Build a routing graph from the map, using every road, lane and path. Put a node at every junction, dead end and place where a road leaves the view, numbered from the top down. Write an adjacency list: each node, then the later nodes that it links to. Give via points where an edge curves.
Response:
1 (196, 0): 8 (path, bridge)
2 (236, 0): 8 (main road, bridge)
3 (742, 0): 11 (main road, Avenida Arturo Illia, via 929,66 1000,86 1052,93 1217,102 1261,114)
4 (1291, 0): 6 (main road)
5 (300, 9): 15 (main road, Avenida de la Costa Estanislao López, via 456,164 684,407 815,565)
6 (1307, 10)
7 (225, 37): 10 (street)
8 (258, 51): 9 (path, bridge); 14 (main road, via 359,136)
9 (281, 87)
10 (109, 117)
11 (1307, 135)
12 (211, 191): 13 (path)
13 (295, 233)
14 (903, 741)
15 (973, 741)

________________

Type out the entries exactly as they appear above.

§ YOUR RESPONSE
Build a routing graph from the map, using every road, lane and path. Put a node at every junction, dead end and place where a road leaves the view, numbered from the top down. Write an adjacency list: each node, then the later nodes that it links to. Give via points where an edge curves.
Response:
1 (196, 0): 8 (path, bridge)
2 (236, 0): 8 (main road, bridge)
3 (742, 0): 11 (main road, Avenida Arturo Illia, via 929,66 1000,86 1052,93 1217,102 1261,114)
4 (1291, 0): 6 (main road)
5 (300, 9): 15 (main road, Avenida de la Costa Estanislao López, via 456,164 684,407 815,565)
6 (1307, 10)
7 (225, 37): 10 (street)
8 (258, 51): 9 (path, bridge); 14 (main road, via 359,136)
9 (281, 87)
10 (109, 117)
11 (1307, 135)
12 (211, 191): 13 (path)
13 (295, 233)
14 (903, 741)
15 (973, 741)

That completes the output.